**Task to carry out**
Every line that contains the word "joint" should be copied from the records below.

**Data**
★ ★ ★

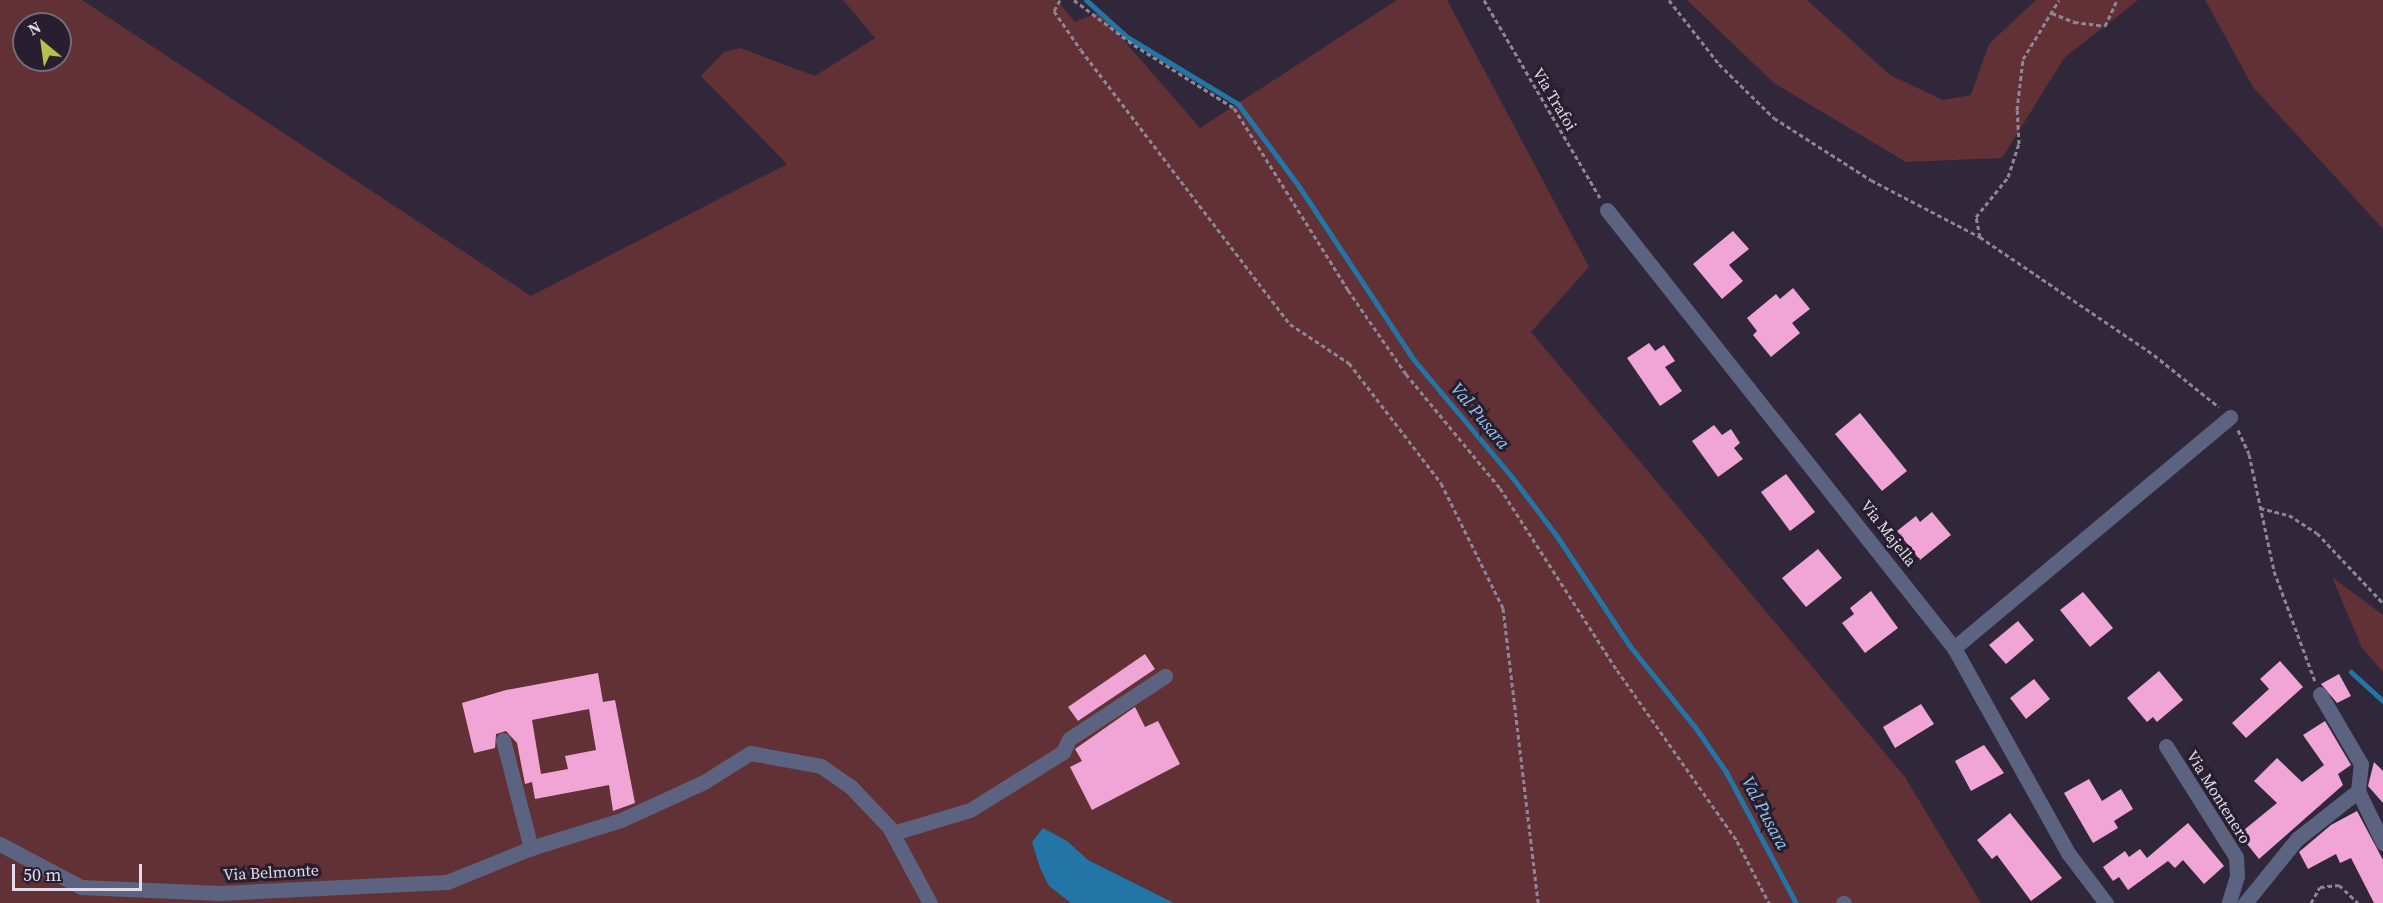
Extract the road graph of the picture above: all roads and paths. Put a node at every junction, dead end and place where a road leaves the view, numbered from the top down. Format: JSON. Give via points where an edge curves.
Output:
{"nodes":[{"id":1,"x":1060,"y":0,"type":"edge"},
{"id":2,"x":1074,"y":0,"type":"edge"},
{"id":3,"x":1484,"y":0,"type":"edge"},
{"id":4,"x":1669,"y":0,"type":"edge"},
{"id":5,"x":2059,"y":0,"type":"edge"},
{"id":6,"x":2117,"y":0,"type":"edge"},
{"id":7,"x":2052,"y":13,"type":"junction"},
{"id":8,"x":1607,"y":210,"type":"joint"},
{"id":9,"x":1980,"y":237,"type":"junction"},
{"id":10,"x":2230,"y":417,"type":"junction"},
{"id":11,"x":2260,"y":508,"type":"junction"},
{"id":12,"x":2383,"y":603,"type":"edge"},
{"id":13,"x":1954,"y":648,"type":"junction"},
{"id":14,"x":1165,"y":676,"type":"dead end"},
{"id":15,"x":2320,"y":694,"type":"joint"},
{"id":16,"x":503,"y":740,"type":"dead end"},
{"id":17,"x":2166,"y":746,"type":"dead end"},
{"id":18,"x":2358,"y":790,"type":"junction"},
{"id":19,"x":893,"y":833,"type":"junction"},
{"id":20,"x":2383,"y":843,"type":"edge"},
{"id":21,"x":0,"y":844,"type":"edge"},
{"id":22,"x":531,"y":848,"type":"junction"},
{"id":23,"x":930,"y":903,"type":"edge"},
{"id":24,"x":1538,"y":903,"type":"edge"},
{"id":25,"x":1768,"y":903,"type":"edge"},
{"id":26,"x":2106,"y":903,"type":"edge"},
{"id":27,"x":2229,"y":903,"type":"edge"},
{"id":28,"x":2245,"y":903,"type":"edge"},
{"id":29,"x":2311,"y":903,"type":"edge"},
{"id":30,"x":2358,"y":903,"type":"edge"}],
"edges":[{"from":1,"to":24,"type":"path","via":[[1054,11],[1081,50],[1290,324],[1348,363],[1441,483],[1503,608]]},
{"from":2,"to":25,"type":"path","via":[[1134,45],[1234,108],[1348,290],[1406,374],[1500,488],[1617,670],[1737,841]]},
{"from":3,"to":8,"type":"path","name":"Via Trafoi"},
{"from":4,"to":9,"type":"path","via":[[1719,64],[1774,118],[1871,180]]},
{"from":5,"to":7,"type":"path"},
{"from":6,"to":7,"type":"path","via":[[2105,26],[2074,22]]},
{"from":7,"to":9,"type":"path","via":[[2024,59],[2017,110],[2019,144],[2008,177],[1976,217]]},
{"from":8,"to":13,"type":"street","name":"Via Majella"},
{"from":9,"to":10,"type":"path","via":[[2154,355]]},
{"from":10,"to":11,"type":"path","via":[[2249,454]]},
{"from":10,"to":13,"type":"street"},
{"from":11,"to":12,"type":"path","via":[[2289,515],[2317,533]]},
{"from":11,"to":15,"type":"path","via":[[2274,571]]},
{"from":13,"to":26,"type":"street","name":"Via Majella","via":[[2068,853]]},
{"from":14,"to":19,"type":"street","via":[[1069,739],[1063,752],[969,810]]},
{"from":15,"to":18,"type":"street","via":[[2361,764]]},
{"from":16,"to":22,"type":"street"},
{"from":17,"to":27,"type":"street","name":"Via Montenero","via":[[2236,857],[2237,876]]},
{"from":18,"to":20,"type":"street"},
{"from":18,"to":28,"type":"street","via":[[2297,839]]},
{"from":19,"to":22,"type":"street","name":"Via Belmonte","via":[[850,786],[821,766],[750,753],[704,782],[621,820]]},
{"from":19,"to":23,"type":"street","name":"Via Belmonte"},
{"from":21,"to":22,"type":"street","name":"Via Belmonte","via":[[81,887],[220,893],[447,882]]},
{"from":29,"to":30,"type":"path","via":[[2320,887],[2339,885]]}]}
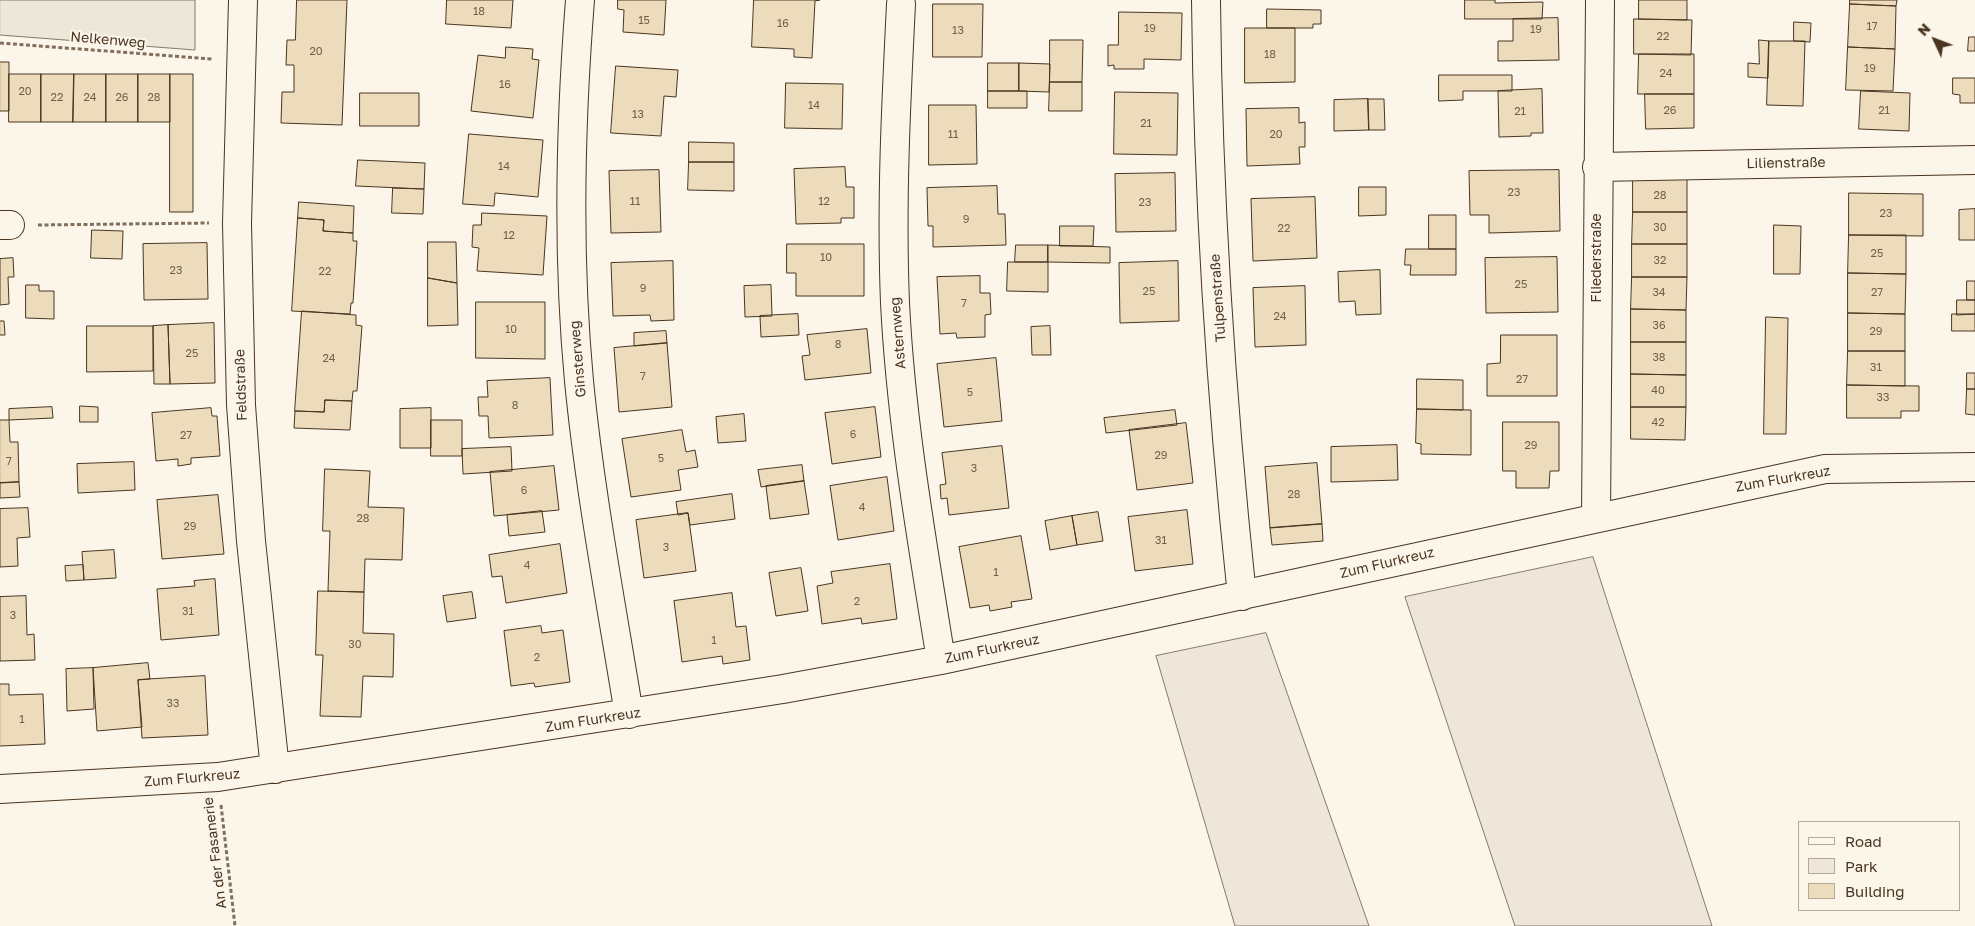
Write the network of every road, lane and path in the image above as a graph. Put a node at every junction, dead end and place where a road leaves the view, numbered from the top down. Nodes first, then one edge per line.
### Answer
1 (243, 0) edge
2 (580, 0) edge
3 (1206, 0) edge
4 (1600, 0) edge
5 (901, 4) dead end
6 (0, 44) edge
7 (215, 59) dead end
8 (1975, 160) edge
9 (1598, 167) junction
10 (237, 223) junction
11 (5, 225) edge
12 (1975, 466) edge
13 (1596, 517) junction
14 (1242, 596) junction
15 (940, 660) junction
16 (629, 714) junction
17 (275, 769) junction
18 (218, 777) junction
19 (0, 789) edge
20 (235, 926) edge

1 - 10 street, Feldstraße
2 - 16 street, Ginsterweg
3 - 14 street, Tulpenstraße
4 - 9 street, Fliederstraße
5 - 15 street, Asternweg
6 - 7 path, Nelkenweg
8 - 9 street, Lilienstraße
9 - 13 street, Fliederstraße
10 - 11 path
10 - 17 street, Feldstraße
12 - 13 street, Zum Flurkreuz
13 - 14 street, Zum Flurkreuz
14 - 15 street, Zum Flurkreuz
15 - 16 street, Zum Flurkreuz
16 - 17 street, Zum Flurkreuz
17 - 18 street, Zum Flurkreuz
18 - 19 street, Zum Flurkreuz
18 - 20 path, An der Fasanerie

★ ★ ★

**Output for this task**
{"id":8,"x":1607,"y":210,"type":"joint"},
{"id":15,"x":2320,"y":694,"type":"joint"},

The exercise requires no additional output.